Poet Cornered: An Irishman’s Diary about Antoinette Quinn

Biographer of Patrick Kavanagh

Antoinette Quinn:  wrote what is probably the definitive critical work on Patrick Kavanagh’s poetry. Photograph: Frank Miller
Antoinette Quinn: wrote what is probably the definitive critical work on Patrick Kavanagh’s poetry. Photograph: Frank Miller

Antoinette Quinn, who died this week, was a highly regarded academic and literary critic. But for better or worse, the thing she will be publicly remembered for is her 2001 biography of the poet Patrick Kavanagh. Nobody was better qualified to write it. Born near Ardee, Quinn moved the few miles north to Kavanagh's Inniskeen early in life. And she later made the study of his poems a speciality. Her 1991 book Patrick Kavanagh – Born Again Romantic is probably the definitive critical work on the subject.

Even so, the biography was, in John Montague’s word, “brave”. And it needed to be because, as he elaborated, “the brother is in the background, commanding all approaches, like a spiritual bouncer”.

The brother was Peter Kavanagh, the poet’s younger sibling, although by then in his 80s. He had supported Patrick financially and otherwise throughout his life and was entitled to be protective. But he was, as they say around Inniskeen, a fierce man. His combative attitude, even in old age, made the opinionated Patrick look mild by comparison.

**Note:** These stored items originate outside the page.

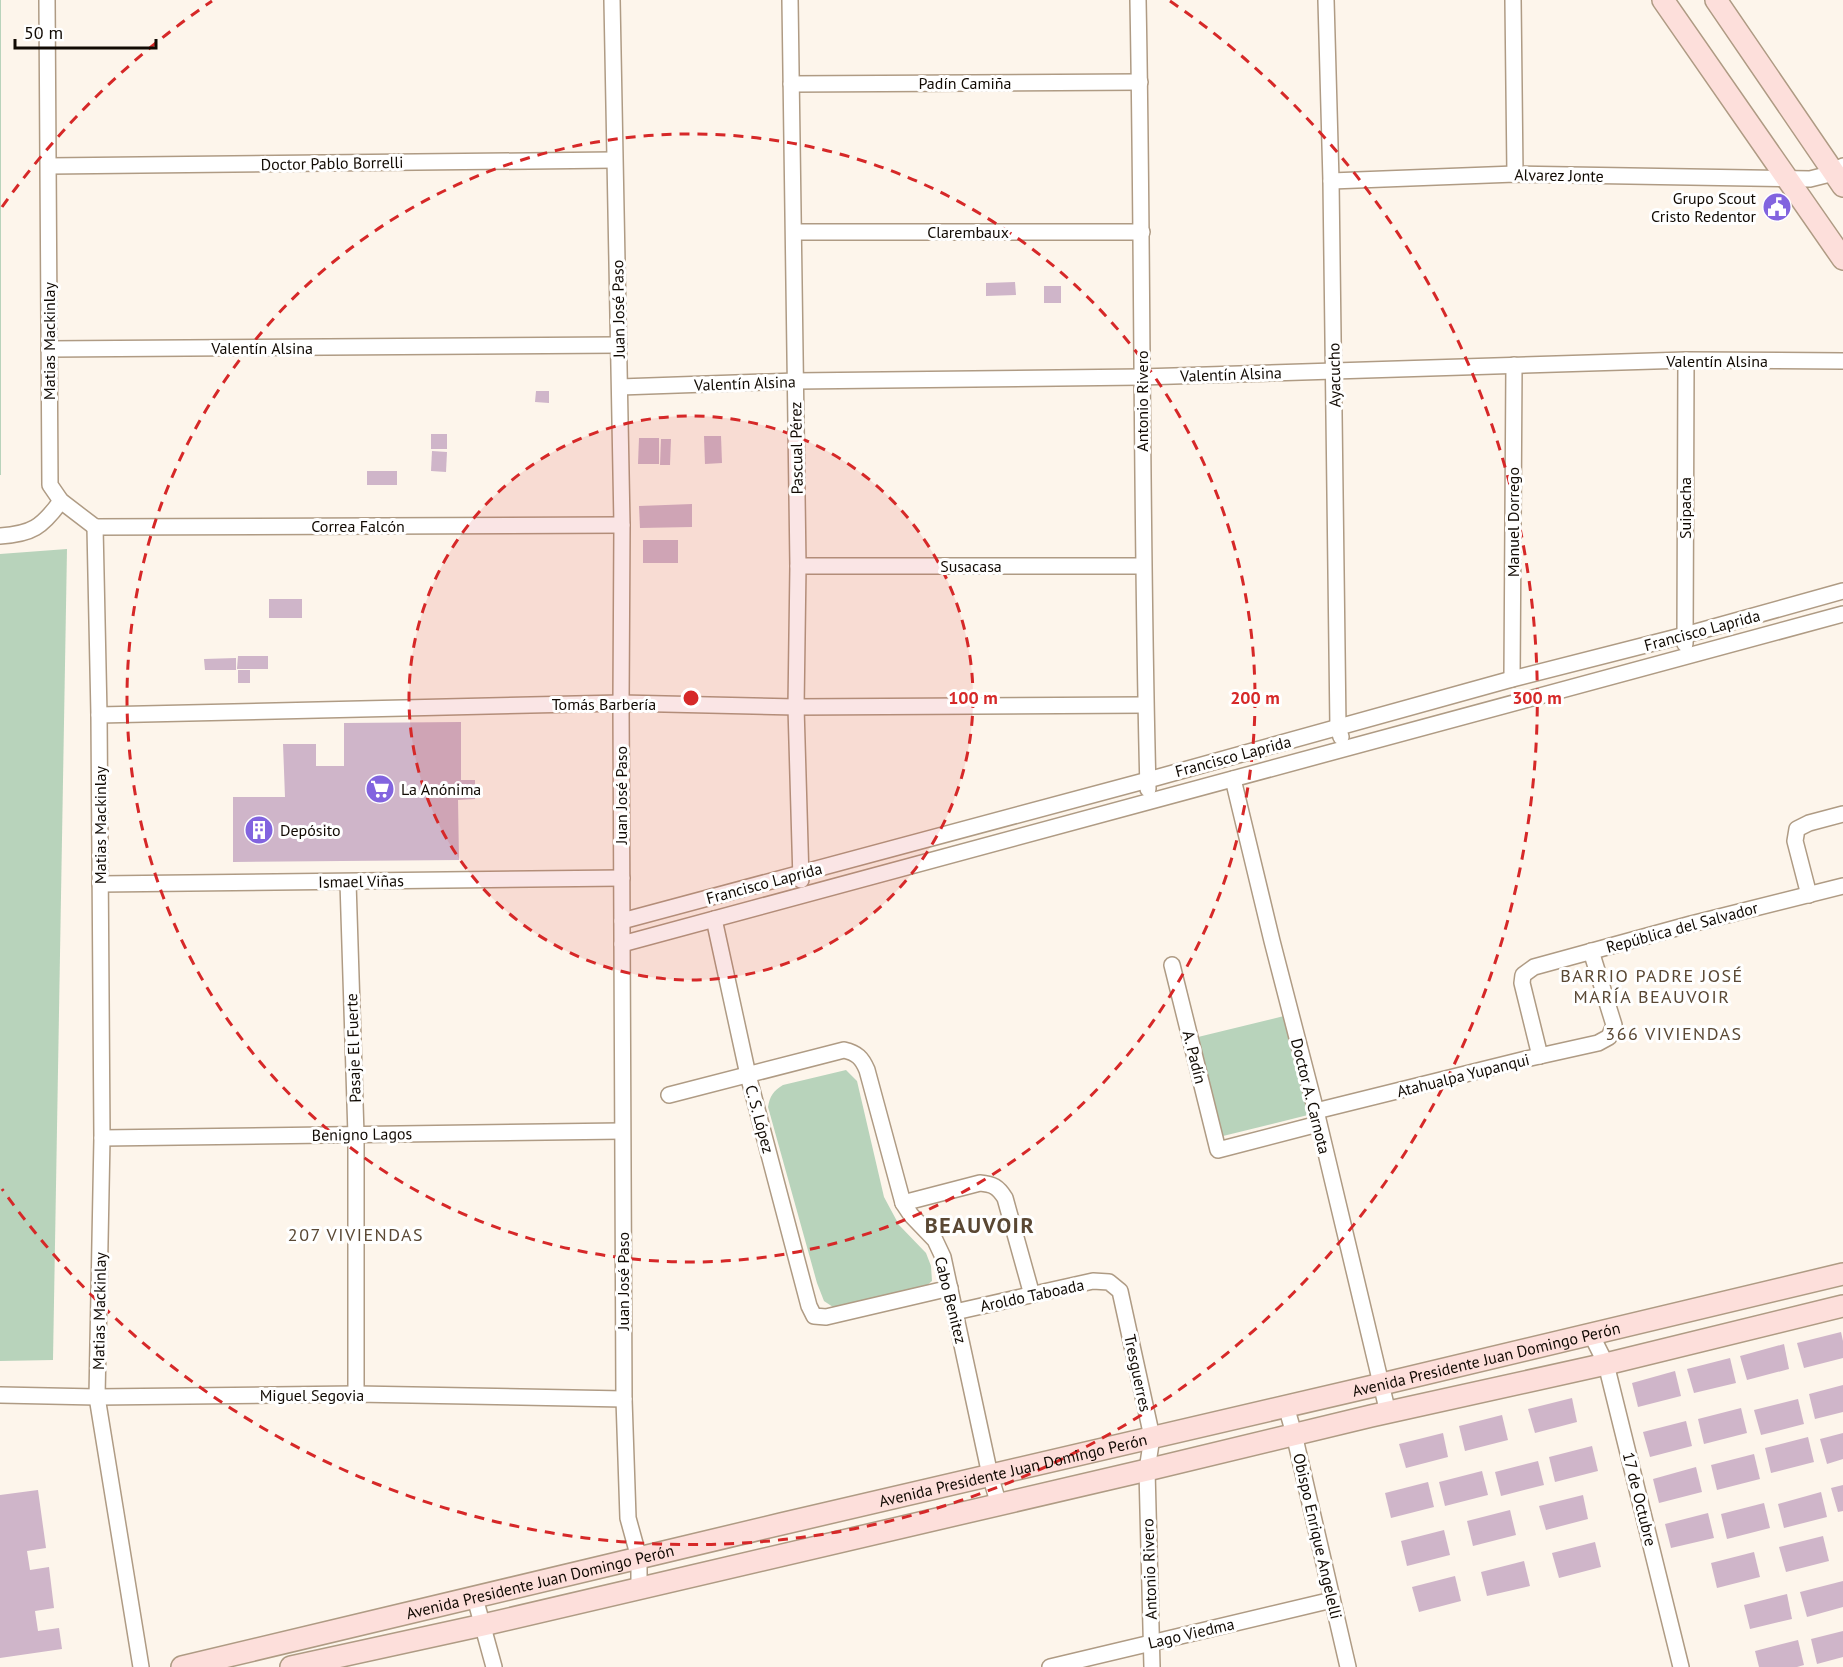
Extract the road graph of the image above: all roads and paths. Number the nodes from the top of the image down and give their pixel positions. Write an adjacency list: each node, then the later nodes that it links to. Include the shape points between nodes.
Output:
1 (47, 0): 12 (street, Matias Mackinlay)
2 (612, 0): 11 (street, Juan José Paso)
3 (790, 0): 10 (street, Pascual Pérez)
4 (1138, 0): 9 (street, Antonio Rivero)
5 (1326, 0): 16 (street, Ayacucho)
6 (1513, 0): 13 (street)
7 (1663, 0): 15 (main road)
8 (1716, 0): 14 (main road)
9 (1140, 82): 10 (street, Padín Camiña); 18 (street, Antonio Rivero)
10 (791, 84): 17 (street, Pascual Pérez)
11 (614, 160): 12 (street, Doctor Pablo Borrelli); 20 (street, Juan José Paso)
12 (49, 166): 21 (street, Matias Mackinlay)
13 (1515, 174): 15 (street, Alvarez Jonte); 16 (street, Alvarez Jonte)
14 (1840, 175): 15 (street, Alvarez Jonte)
15 (1786, 178): 19 (main road)
16 (1331, 181): 25 (street, Ayacucho)
17 (795, 232): 18 (street, Clarembaux); 27 (street, Pascual Pérez)
18 (1142, 232): 26 (street, Antonio Rivero)
19 (1843, 259)
20 (618, 345): 21 (street, Valentín Alsina); 28 (street, Juan José Paso)
21 (49, 349): 29 (street, Matias Mackinlay, via 50,485)
22 (1686, 360): 23 (street, Valentín Alsina); 24 (street, Valentín Alsina); 37 (street, Suipacha)
23 (1843, 361)
24 (1514, 365): 25 (street, Valentín Alsina); 39 (street, Manuel Dorrego)
25 (1334, 371): 26 (street, Valentín Alsina); 44 (street, Ayacucho)
26 (1141, 377): 27 (street, Valentín Alsina); 34 (street, Antonio Rivero)
27 (795, 381): 28 (street, Valentín Alsina); 33 (street, Pascual Pérez)
28 (620, 387): 30 (street, Juan José Paso)
29 (61, 501): 31 (street, Matias Mackinlay); 32 (street, via 48,519 23,534)
30 (622, 525): 31 (street, Correa Falcón); 40 (street, Juan José Paso)
31 (95, 527): 43 (street, Matias Mackinlay)
32 (0, 536)
33 (798, 566): 34 (street, Susacasa); 42 (street, Pascual Pérez)
34 (1143, 566): 41 (street, Antonio Rivero)
35 (1843, 591): 37 (street, Francisco Laprida)
36 (1843, 614): 38 (street, Francisco Laprida)
37 (1685, 635): 38 (street, Suipacha); 39 (street, Francisco Laprida)
38 (1686, 656): 45 (street, Francisco Laprida)
39 (1512, 680): 44 (street, Francisco Laprida)
40 (621, 704): 42 (street, Tomás Barbería); 43 (street, Tomás Barbería); 51 (street, Juan José Paso)
41 (1145, 705): 42 (street, Tomás Barbería); 47 (street, Antonio Rivero)
42 (796, 707): 50 (street, Pascual Pérez)
43 (99, 716): 53 (street, Matias Mackinlay)
44 (1338, 727): 45 (street, Ayacucho); 47 (street, Francisco Laprida)
45 (1344, 748): 46 (street, Francisco Laprida)
46 (1233, 779): 48 (street, Francisco Laprida); 65 (street, Doctor A. Carnota)
47 (1148, 780): 48 (street, Antonio Rivero); 50 (street, Francisco Laprida)
48 (1148, 802): 55 (street, Francisco Laprida)
49 (1843, 814): 56 (street, via 1797,829 1795,841)
50 (801, 873): 55 (street, Pascual Pérez); 58 (street, Francisco Laprida)
51 (622, 878): 52 (street, Ismael Viñas); 58 (street, Juan José Paso)
52 (348, 882): 53 (street, Ismael Viñas); 67 (street, Pasaje El Fuerte)
53 (100, 884): 68 (street, Matias Mackinlay)
54 (1843, 886): 56 (street, República del Salvador)
55 (802, 895): 57 (street, Francisco Laprida)
56 (1809, 895): 60 (street, República del Salvador)
57 (714, 919): 59 (street, Francisco Laprida); 63 (street, C. S. López)
58 (622, 921): 59 (street, Juan José Paso)
59 (622, 944): 66 (street, Juan José Paso)
60 (1591, 951): 62 (street, República del Salvador, via 1534,967 1523,975); 62 (street, Atahualpa Yupanqui, via 1614,1025 1609,1037)
61 (1172, 965): 69 (street, A. Padín)
62 (1540, 1056): 65 (street, Atahualpa Yupanqui)
63 (748, 1075): 64 (street); 70 (street, Cabo Benitez, via 844,1050 862,1058); 73 (street, C. S. López, via 814,1316 833,1316)
64 (669, 1095)
65 (1317, 1118): 69 (street, Atahualpa Yupanqui); 79 (street, Doctor A. Carnota)
66 (622, 1131): 67 (street, Benigno Lagos); 83 (street, Juan José Paso)
67 (356, 1135): 68 (street, Benigno Lagos); 80 (street, Pasaje El Fuerte)
68 (102, 1138): 82 (street, Matias Mackinlay)
69 (1218, 1150)
70 (903, 1203): 73 (street, Cabo Benitez, via 935,1240); 74 (street, via 980,1183 999,1188)
71 (1843, 1274): 77 (main road, Avenida Presidente Juan Domingo Perón)
72 (1108, 1282): 74 (street, Aroldo Taboada, via 1093,1281); 87 (street, Tresguerres, via 1120,1291)
73 (950, 1288): 76 (street, Cabo Benitez)
74 (1032, 1295): 76 (street, Aroldo Taboada)
75 (1843, 1306): 78 (main road, Avenida Presidente Juan Domingo Perón)
76 (955, 1311): 89 (street, Cabo Benitez)
77 (1591, 1334): 78 (street, 17 de Octubre); 79 (main road, Avenida Presidente Juan Domingo Perón)
78 (1606, 1364): 85 (main road, Avenida Presidente Juan Domingo Perón); 104 (street, 17 de Octubre)
79 (1382, 1384): 84 (main road, Avenida Presidente Juan Domingo Perón); 85 (street, Doctor A. Carnota)
80 (356, 1394): 82 (street, Miguel Segovia); 83 (street, Miguel Segovia)
81 (0, 1395): 82 (street, Miguel Segovia)
82 (98, 1397): 98 (street, Matias Mackinlay)
83 (624, 1399): 91 (street, Juan José Paso, via 628,1518)
84 (1286, 1406): 86 (street, Obispo Enrique Angelelli); 87 (main road, Avenida Presidente Juan Domingo Perón)
85 (1388, 1413): 86 (main road, Avenida Presidente Juan Domingo Perón)
86 (1294, 1434): 88 (main road, Avenida Presidente Juan Domingo Perón); 94 (street, Obispo Enrique Angelelli)
87 (1152, 1437): 88 (street, Tresguerres); 89 (main road, Avenida Presidente Juan Domingo Perón)
88 (1147, 1470): 90 (main road, Avenida Presidente Juan Domingo Perón); 96 (street, Antonio Rivero)
89 (990, 1475): 90 (street, Cabo Benitez); 91 (main road, Avenida Presidente Juan Domingo Perón)
90 (999, 1505): 92 (main road, Avenida Presidente Juan Domingo Perón)
91 (639, 1558): 92 (street, Juan José Paso); 93 (main road, Avenida Presidente Juan Domingo Perón)
92 (639, 1588): 95 (main road, Avenida Presidente Juan Domingo Perón)
93 (475, 1598): 95 (street); 97 (main road, Avenida Presidente Juan Domingo Perón)
94 (1332, 1600): 96 (street, Lago Viedma); 103 (street, Obispo Enrique Angelelli)
95 (483, 1625): 99 (main road, Avenida Presidente Juan Domingo Perón); 100 (street)
96 (1152, 1643): 101 (street, Lago Viedma); 102 (street, Antonio Rivero)
97 (194, 1666)
98 (141, 1667)
99 (291, 1667)
100 (494, 1667)
101 (1050, 1667)
102 (1152, 1667)
103 (1348, 1667)
104 (1681, 1667)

His most notorious feud centred on the poet’s late marriage to Katherine Moloney, something Peter knew nothing about until returning from the US for his brother’s funeral. He never accepted the relationship, or the implications for copyright that resulted. The row followed all three protagonists to their graves, eventually. In 1998, Peter removed and destroyed Katherine’s headstone. Then, after he died himself in 2006, persons unknown removed the nameplate from his. Now, of the trio, only the poet is identified, like a crucified Christ flanked by obscure sinners.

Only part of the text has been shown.